El último silbatazo: así se vivió el emotivo cierre del Fan Fest Monterrey

No soy futbolera y sin embargo, terminé viviendo el Fan Fest Monterrey como si hubiera esperado este momento toda la vida.


Durante más de un mes, del 11 de junio al 19 de julio, Parque Fundidora se convirtió en el punto de encuentro de miles de personas que hablaban distintos idiomas, portaban diferentes camisetas y apoyaban a selecciones distintas, pero que compartían exactamente la misma emoción: celebrar el futbol y yo terminé celebrando con ellos.

Más allá de los partidos, lo que realmente hizo especial esta cobertura fue todo lo que ocurrió alrededor. Convivir con compañeros de la sala de prensa, compartir ruedas de prensa con artistas, acercarme a aficionados de distintos países y escuchar conversaciones apasionadas sobre el equipo favorito de cada quien hicieron que cada jornada fuera completamente distinta.



El Fan Fest nos deja recuerdos que difícilmente se borrarán.

Después de más de un mes, este capítulo llega a su fin con una mezcla de nostalgia, alegría y gratitud. Fueron días llenos de risas, carreras, entrevistas, largas jornadas... y sí, hasta un buen golpe me llevé. Hoy lo veo como una auténtica herida de guerra.

Porque ser periodista también significa estar donde sucede la historia. Vivirla. Caminarla. Sentirla.

El domingo 19 de julio fue la despedida perfecta.

La tarde comenzó con la celebración del campeonato de España, mientras miles de aficionados festejaban cada momento como si el tiempo se hubiera detenido.

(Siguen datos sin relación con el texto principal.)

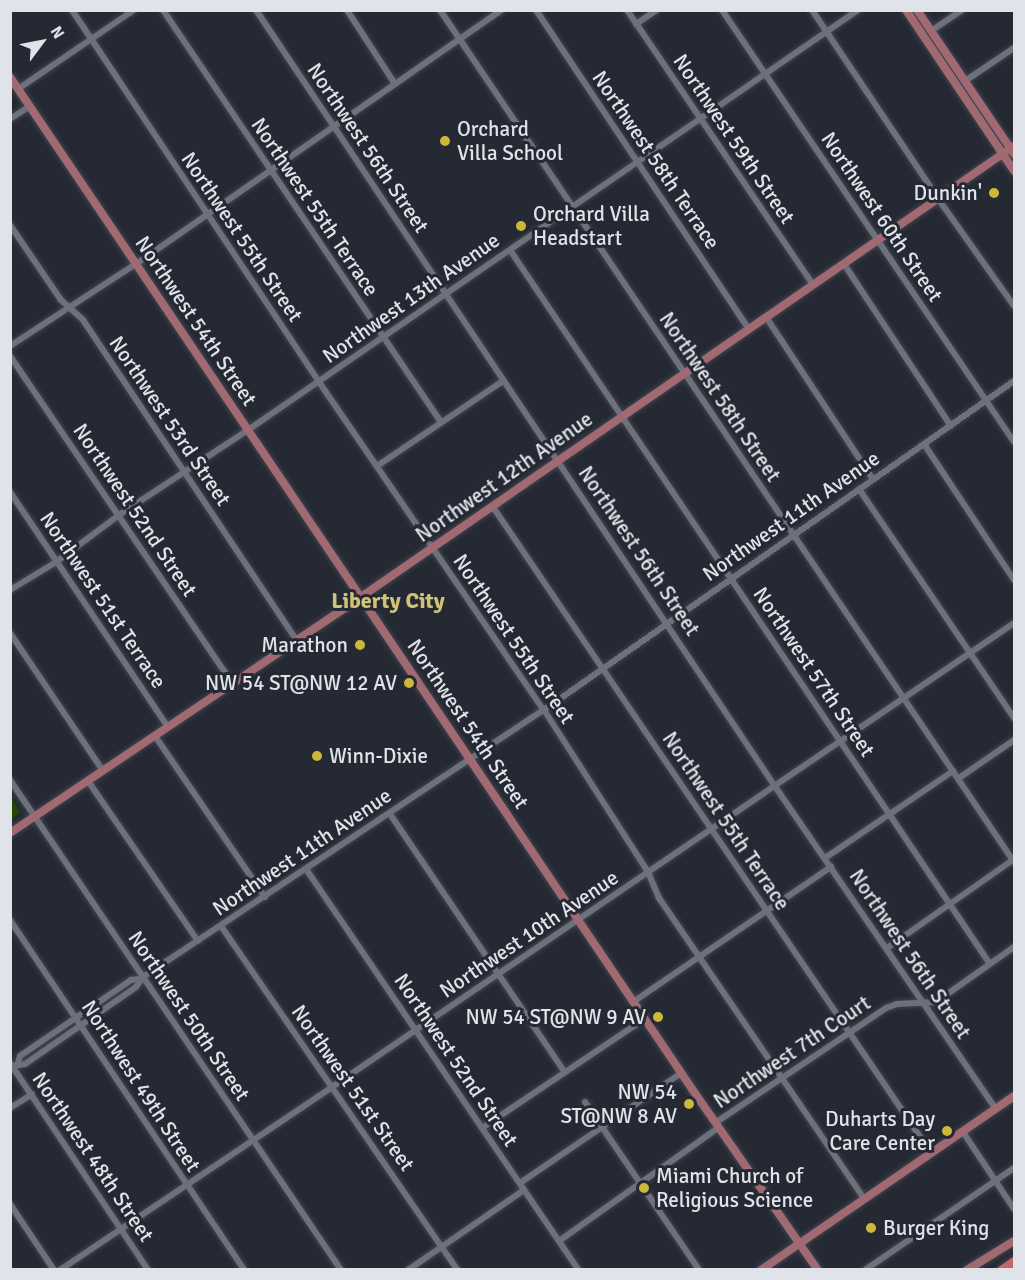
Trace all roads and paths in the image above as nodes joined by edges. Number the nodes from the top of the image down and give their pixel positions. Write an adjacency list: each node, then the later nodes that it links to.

Después llegó la música con Mia Salinas, Kakalo —a quien pudimos entrevistar previamente en rueda de prensa—, Luis Mexia y, finalmente, Carín León, quien convirtió el escenario en una enorme celebración donde nadie dejó de cantar.


Pero el Fan Fest fue mucho más que sus conciertos.

Fue ver a familias enteras disfrutando juntas, niños corriendo entre las actividades, turistas sorprendidos por la pasión con la que vivimos cada partido y extranjeros que no podían creer el ambiente que se respiraba en Monterrey.

Fue observar las montañas de vasos conmemorativos convertidas en improvisados juegos colectivos, las camisetas de todos los colores recorriendo Parque Fundidora, Macroplaza y Parque del Agua, mientras miles de personas seguían cada encuentro en las pantallas gigantes.

También fue vivir momentos complicados. Los portazos y los límites que por momentos fueron rebasados dejaron claro el enorme interés por formar parte de esta fiesta. No fue la mejor imagen, pero sí parte de una experiencia que difícilmente olvidaremos.

Y es que Monterrey hizo honor a su nombre como el Festival Más Norteño.

Durante semanas, la ciudad vibró con música, futbol, celebraciones y una energía que pocas veces se ve reunida en un mismo lugar.

Hoy toca guardar la acreditación, las fotografías, los vasos conmemorativos y todas esas pequeñas anécdotas que hicieron especial esta cobertura.

Extrañaremos preparar la mochila para ir a trabajar... sabiendo que también íbamos a divertirnos, porque, aunque el Fan Fest terminó, la emoción de haber sido testigos de una fiesta de esta magnitud permanecerá mucho tiempo más en la memoria de quienes la vivimos desde adentro.